• [DIRECTIONS]: Everything except the pictures should be printed exactly as it appears in the records.

• [RECORD EXCERPTS]:
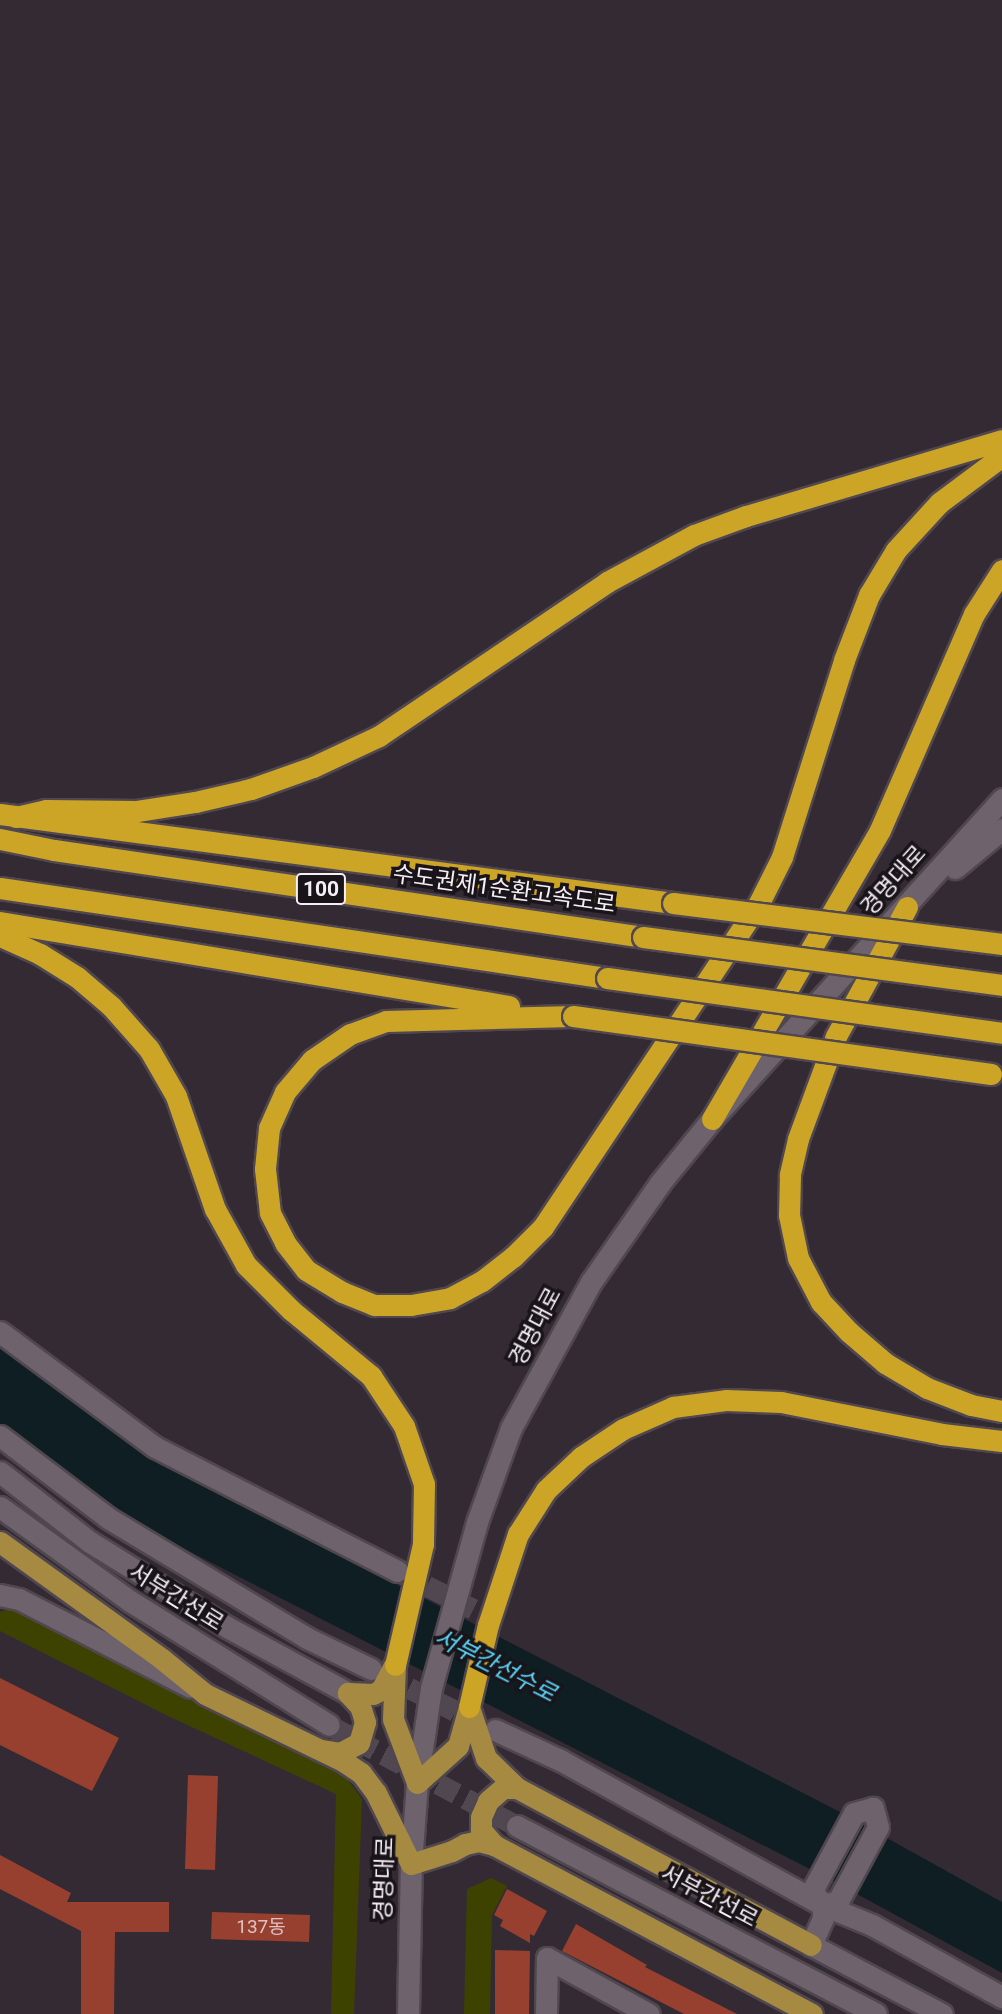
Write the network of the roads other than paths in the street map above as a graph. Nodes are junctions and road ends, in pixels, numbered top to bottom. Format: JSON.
{"nodes":[{"id":1,"x":1002,"y":440,"type":"edge"},
{"id":2,"x":1002,"y":456,"type":"edge"},
{"id":3,"x":1002,"y":570,"type":"edge"},
{"id":4,"x":1002,"y":799,"type":"edge"},
{"id":5,"x":8,"y":815,"type":"edge"},
{"id":6,"x":1002,"y":829,"type":"edge"},
{"id":7,"x":0,"y":839,"type":"edge"},
{"id":8,"x":0,"y":888,"type":"edge"},
{"id":9,"x":907,"y":907,"type":"junction"},
{"id":10,"x":0,"y":922,"type":"edge"},
{"id":11,"x":0,"y":936,"type":"edge"},
{"id":12,"x":1002,"y":944,"type":"edge"},
{"id":13,"x":1002,"y":985,"type":"edge"},
{"id":14,"x":573,"y":1016,"type":"junction"},
{"id":15,"x":1002,"y":1033,"type":"edge"},
{"id":16,"x":999,"y":1075,"type":"edge"},
{"id":17,"x":712,"y":1118,"type":"junction"},
{"id":18,"x":0,"y":1332,"type":"edge"},
{"id":19,"x":1002,"y":1411,"type":"edge"},
{"id":20,"x":0,"y":1436,"type":"edge"},
{"id":21,"x":1002,"y":1441,"type":"edge"},
{"id":22,"x":0,"y":1472,"type":"edge"},
{"id":23,"x":0,"y":1507,"type":"edge"},
{"id":24,"x":0,"y":1542,"type":"edge"},
{"id":25,"x":397,"y":1571,"type":"tunnel mouth"},
{"id":26,"x":0,"y":1595,"type":"edge"},
{"id":27,"x":396,"y":1665,"type":"junction"},
{"id":28,"x":371,"y":1669,"type":"tunnel mouth"},
{"id":29,"x":348,"y":1693,"type":"junction"},
{"id":30,"x":205,"y":1694,"type":"junction"},
{"id":31,"x":469,"y":1707,"type":"junction"},
{"id":32,"x":329,"y":1725,"type":"tunnel mouth"},
{"id":33,"x":495,"y":1730,"type":"tunnel mouth"},
{"id":34,"x":314,"y":1748,"type":"junction"},
{"id":35,"x":417,"y":1783,"type":"junction"},
{"id":36,"x":517,"y":1788,"type":"junction"},
{"id":37,"x":517,"y":1826,"type":"tunnel mouth"},
{"id":38,"x":494,"y":1846,"type":"junction"},
{"id":39,"x":411,"y":1864,"type":"junction"},
{"id":40,"x":830,"y":1903,"type":"junction"},
{"id":41,"x":811,"y":1945,"type":"junction"},
{"id":42,"x":1002,"y":1997,"type":"edge"},
{"id":43,"x":408,"y":2014,"type":"edge"},
{"id":44,"x":546,"y":2014,"type":"edge"},
{"id":45,"x":649,"y":2014,"type":"edge"},
{"id":46,"x":812,"y":2014,"type":"edge"},
{"id":47,"x":876,"y":2014,"type":"edge"},
{"id":48,"x":942,"y":2014,"type":"edge"}],
"edges":[{"from":1,"to":5,"type":"highway"},
{"from":2,"to":14,"type":"highway"},
{"from":3,"to":17,"type":"highway"},
{"from":4,"to":9,"type":"street","name":"경명대로"},
{"from":5,"to":12,"type":"highway","bridge":true},
{"from":6,"to":9,"type":"street"},
{"from":7,"to":13,"type":"highway","name":"수도권제1순환고속도로","number":"100","bridge":true},
{"from":8,"to":15,"type":"highway","number":"100","bridge":true},
{"from":9,"to":17,"type":"street","name":"경명대로"},
{"from":9,"to":19,"type":"highway"},
{"from":10,"to":14,"type":"highway"},
{"from":11,"to":27,"type":"highway"},
{"from":14,"to":16,"type":"highway","bridge":true},
{"from":17,"to":35,"type":"street","name":"경명대로"},
{"from":18,"to":25,"type":"street"},
{"from":20,"to":28,"type":"street"},
{"from":21,"to":31,"type":"highway"},
{"from":22,"to":29,"type":"street"},
{"from":23,"to":32,"type":"street","name":"서부간선로"},
{"from":24,"to":30,"type":"main road"},
{"from":26,"to":30,"type":"street"},
{"from":27,"to":29,"type":"main road"},
{"from":27,"to":35,"type":"main road"},
{"from":29,"to":34,"type":"main road"},
{"from":30,"to":34,"type":"main road"},
{"from":31,"to":35,"type":"main road"},
{"from":31,"to":36,"type":"main road"},
{"from":33,"to":40,"type":"street"},
{"from":34,"to":39,"type":"main road"},
{"from":35,"to":39,"type":"street","name":"경명대로"},
{"from":36,"to":38,"type":"main road"},
{"from":36,"to":41,"type":"main road"},
{"from":37,"to":47,"type":"street","name":"서부간선로"},
{"from":38,"to":39,"type":"main road"},
{"from":38,"to":46,"type":"main road"},
{"from":39,"to":43,"type":"street","name":"경명대로"},
{"from":40,"to":40,"type":"street"},
{"from":40,"to":41,"type":"street"},
{"from":40,"to":42,"type":"street"},
{"from":41,"to":48,"type":"street"},
{"from":44,"to":45,"type":"street"}]}
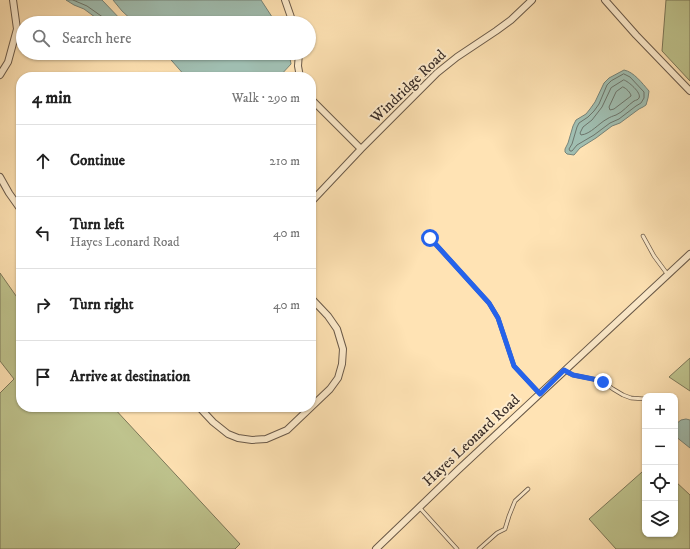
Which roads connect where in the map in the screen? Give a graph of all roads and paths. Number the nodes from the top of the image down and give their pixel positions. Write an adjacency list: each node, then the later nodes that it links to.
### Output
1 (12, 0): 6 (street)
2 (285, 0): 5 (street)
3 (532, 0): 13 (street, Windridge Road)
4 (605, 0): 11 (street)
5 (291, 16)
6 (16, 23)
7 (16, 33): 10 (street)
8 (298, 60): 9 (street)
9 (299, 72)
10 (0, 75)
11 (690, 91)
12 (316, 104): 13 (street)
13 (361, 149): 15 (street, Windridge Road)
14 (0, 177): 16 (street)
15 (316, 197)
16 (16, 203)
17 (643, 236): 20 (lane)
18 (430, 238): 23 (lane)
19 (690, 254): 20 (street, Hayes Leonard Road)
20 (668, 275): 22 (street, Hayes Leonard Road)
21 (316, 303): 25 (street)
22 (564, 370): 23 (street, Hayes Leonard Road); 24 (lane)
23 (540, 394): 29 (street, Hayes Leonard Road)
24 (642, 399)
25 (316, 402)
26 (204, 412): 27 (street)
27 (305, 412)
28 (528, 489): 32 (lane)
29 (419, 507): 30 (street, Hayes Leonard Road); 31 (lane)
30 (376, 549)
31 (457, 549)
32 (479, 549)

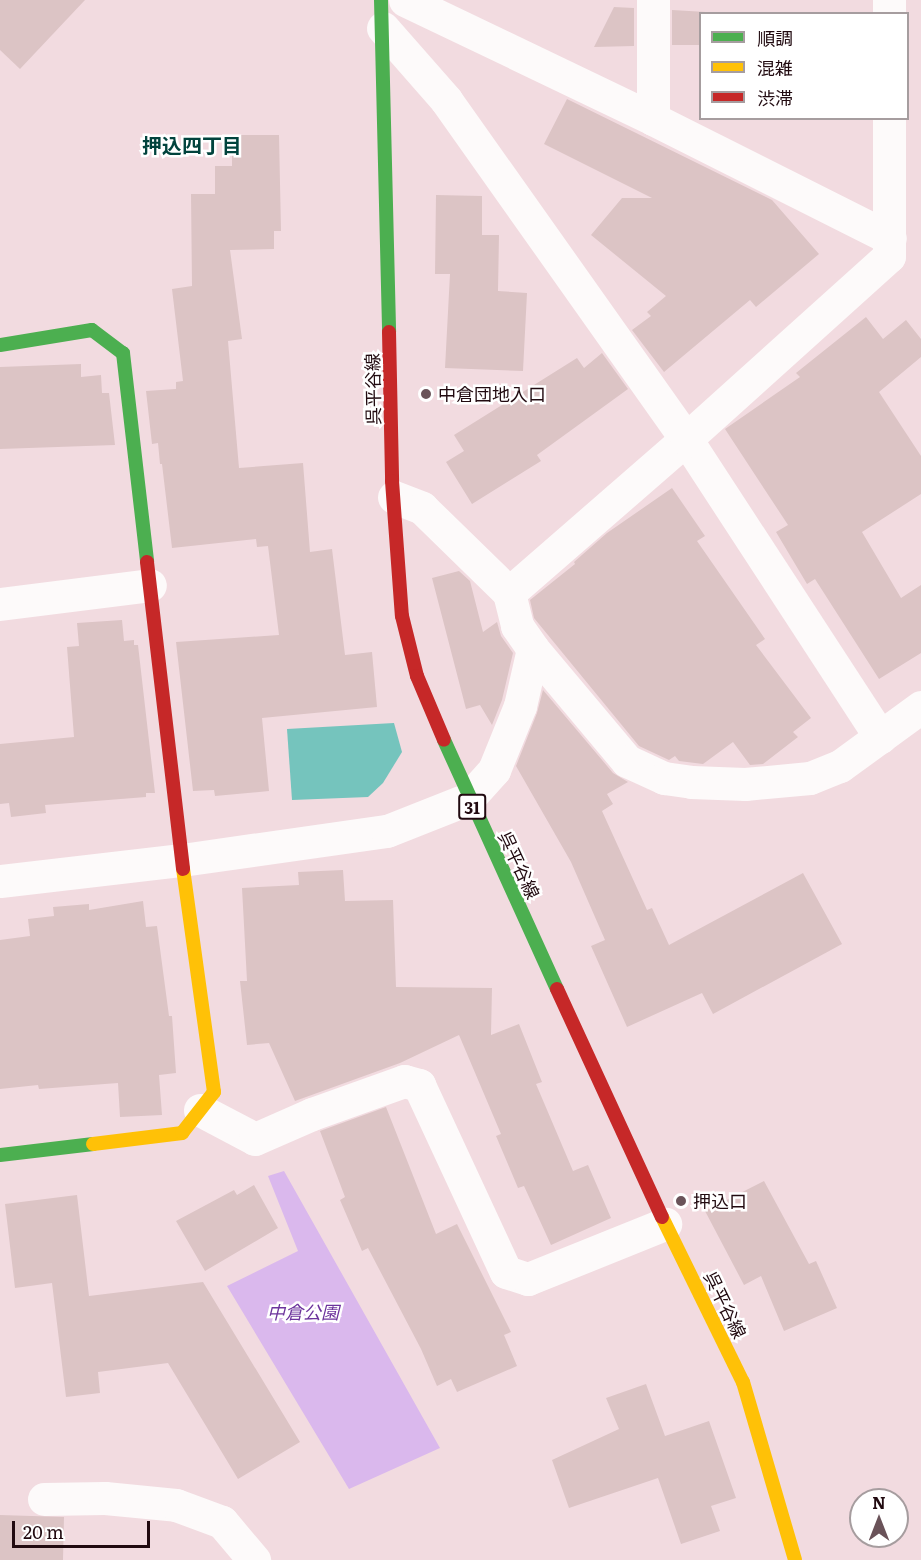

• [ANSWER]:
Write the network of the roads other than paths in the street map above as a graph. Nodes are junctions and road ends, in pixels, numbered top to bottom. Format: JSON.
{"nodes":[{"id":1,"x":1002,"y":440,"type":"edge"},
{"id":2,"x":1002,"y":456,"type":"edge"},
{"id":3,"x":1002,"y":570,"type":"edge"},
{"id":4,"x":1002,"y":799,"type":"edge"},
{"id":5,"x":8,"y":815,"type":"edge"},
{"id":6,"x":1002,"y":829,"type":"edge"},
{"id":7,"x":0,"y":839,"type":"edge"},
{"id":8,"x":0,"y":888,"type":"edge"},
{"id":9,"x":907,"y":907,"type":"junction"},
{"id":10,"x":0,"y":922,"type":"edge"},
{"id":11,"x":0,"y":936,"type":"edge"},
{"id":12,"x":1002,"y":944,"type":"edge"},
{"id":13,"x":1002,"y":985,"type":"edge"},
{"id":14,"x":573,"y":1016,"type":"junction"},
{"id":15,"x":1002,"y":1033,"type":"edge"},
{"id":16,"x":999,"y":1075,"type":"edge"},
{"id":17,"x":712,"y":1118,"type":"junction"},
{"id":18,"x":0,"y":1332,"type":"edge"},
{"id":19,"x":1002,"y":1411,"type":"edge"},
{"id":20,"x":0,"y":1436,"type":"edge"},
{"id":21,"x":1002,"y":1441,"type":"edge"},
{"id":22,"x":0,"y":1472,"type":"edge"},
{"id":23,"x":0,"y":1507,"type":"edge"},
{"id":24,"x":0,"y":1542,"type":"edge"},
{"id":25,"x":397,"y":1571,"type":"tunnel mouth"},
{"id":26,"x":0,"y":1595,"type":"edge"},
{"id":27,"x":396,"y":1665,"type":"junction"},
{"id":28,"x":371,"y":1669,"type":"tunnel mouth"},
{"id":29,"x":348,"y":1693,"type":"junction"},
{"id":30,"x":205,"y":1694,"type":"junction"},
{"id":31,"x":469,"y":1707,"type":"junction"},
{"id":32,"x":329,"y":1725,"type":"tunnel mouth"},
{"id":33,"x":495,"y":1730,"type":"tunnel mouth"},
{"id":34,"x":314,"y":1748,"type":"junction"},
{"id":35,"x":417,"y":1783,"type":"junction"},
{"id":36,"x":517,"y":1788,"type":"junction"},
{"id":37,"x":517,"y":1826,"type":"tunnel mouth"},
{"id":38,"x":494,"y":1846,"type":"junction"},
{"id":39,"x":411,"y":1864,"type":"junction"},
{"id":40,"x":830,"y":1903,"type":"junction"},
{"id":41,"x":811,"y":1945,"type":"junction"},
{"id":42,"x":1002,"y":1997,"type":"edge"},
{"id":43,"x":408,"y":2014,"type":"edge"},
{"id":44,"x":546,"y":2014,"type":"edge"},
{"id":45,"x":649,"y":2014,"type":"edge"},
{"id":46,"x":812,"y":2014,"type":"edge"},
{"id":47,"x":876,"y":2014,"type":"edge"},
{"id":48,"x":942,"y":2014,"type":"edge"}],
"edges":[{"from":1,"to":5,"type":"highway"},
{"from":2,"to":14,"type":"highway"},
{"from":3,"to":17,"type":"highway"},
{"from":4,"to":9,"type":"street","name":"경명대로"},
{"from":5,"to":12,"type":"highway","bridge":true},
{"from":6,"to":9,"type":"street"},
{"from":7,"to":13,"type":"highway","name":"수도권제1순환고속도로","number":"100","bridge":true},
{"from":8,"to":15,"type":"highway","number":"100","bridge":true},
{"from":9,"to":17,"type":"street","name":"경명대로"},
{"from":9,"to":19,"type":"highway"},
{"from":10,"to":14,"type":"highway"},
{"from":11,"to":27,"type":"highway"},
{"from":14,"to":16,"type":"highway","bridge":true},
{"from":17,"to":35,"type":"street","name":"경명대로"},
{"from":18,"to":25,"type":"street"},
{"from":20,"to":28,"type":"street"},
{"from":21,"to":31,"type":"highway"},
{"from":22,"to":29,"type":"street"},
{"from":23,"to":32,"type":"street","name":"서부간선로"},
{"from":24,"to":30,"type":"main road"},
{"from":26,"to":30,"type":"street"},
{"from":27,"to":29,"type":"main road"},
{"from":27,"to":35,"type":"main road"},
{"from":29,"to":34,"type":"main road"},
{"from":30,"to":34,"type":"main road"},
{"from":31,"to":35,"type":"main road"},
{"from":31,"to":36,"type":"main road"},
{"from":33,"to":40,"type":"street"},
{"from":34,"to":39,"type":"main road"},
{"from":35,"to":39,"type":"street","name":"경명대로"},
{"from":36,"to":38,"type":"main road"},
{"from":36,"to":41,"type":"main road"},
{"from":37,"to":47,"type":"street","name":"서부간선로"},
{"from":38,"to":39,"type":"main road"},
{"from":38,"to":46,"type":"main road"},
{"from":39,"to":43,"type":"street","name":"경명대로"},
{"from":40,"to":40,"type":"street"},
{"from":40,"to":41,"type":"street"},
{"from":40,"to":42,"type":"street"},
{"from":41,"to":48,"type":"street"},
{"from":44,"to":45,"type":"street"}]}
Which roads connect where in the map in the screen? Give a graph of all roads and paths. Number the nodes from the top of the image down and give their pixel positions. Write an adjacency list: each node, then the later nodes that it links to.
### Output
1 (12, 0): 6 (street)
2 (285, 0): 5 (street)
3 (532, 0): 13 (street, Windridge Road)
4 (605, 0): 11 (street)
5 (291, 16)
6 (16, 23)
7 (16, 33): 10 (street)
8 (298, 60): 9 (street)
9 (299, 72)
10 (0, 75)
11 (690, 91)
12 (316, 104): 13 (street)
13 (361, 149): 15 (street, Windridge Road)
14 (0, 177): 16 (street)
15 (316, 197)
16 (16, 203)
17 (643, 236): 20 (lane)
18 (430, 238): 23 (lane)
19 (690, 254): 20 (street, Hayes Leonard Road)
20 (668, 275): 22 (street, Hayes Leonard Road)
21 (316, 303): 25 (street)
22 (564, 370): 23 (street, Hayes Leonard Road); 24 (lane)
23 (540, 394): 29 (street, Hayes Leonard Road)
24 (642, 399)
25 (316, 402)
26 (204, 412): 27 (street)
27 (305, 412)
28 (528, 489): 32 (lane)
29 (419, 507): 30 (street, Hayes Leonard Road); 31 (lane)
30 (376, 549)
31 (457, 549)
32 (479, 549)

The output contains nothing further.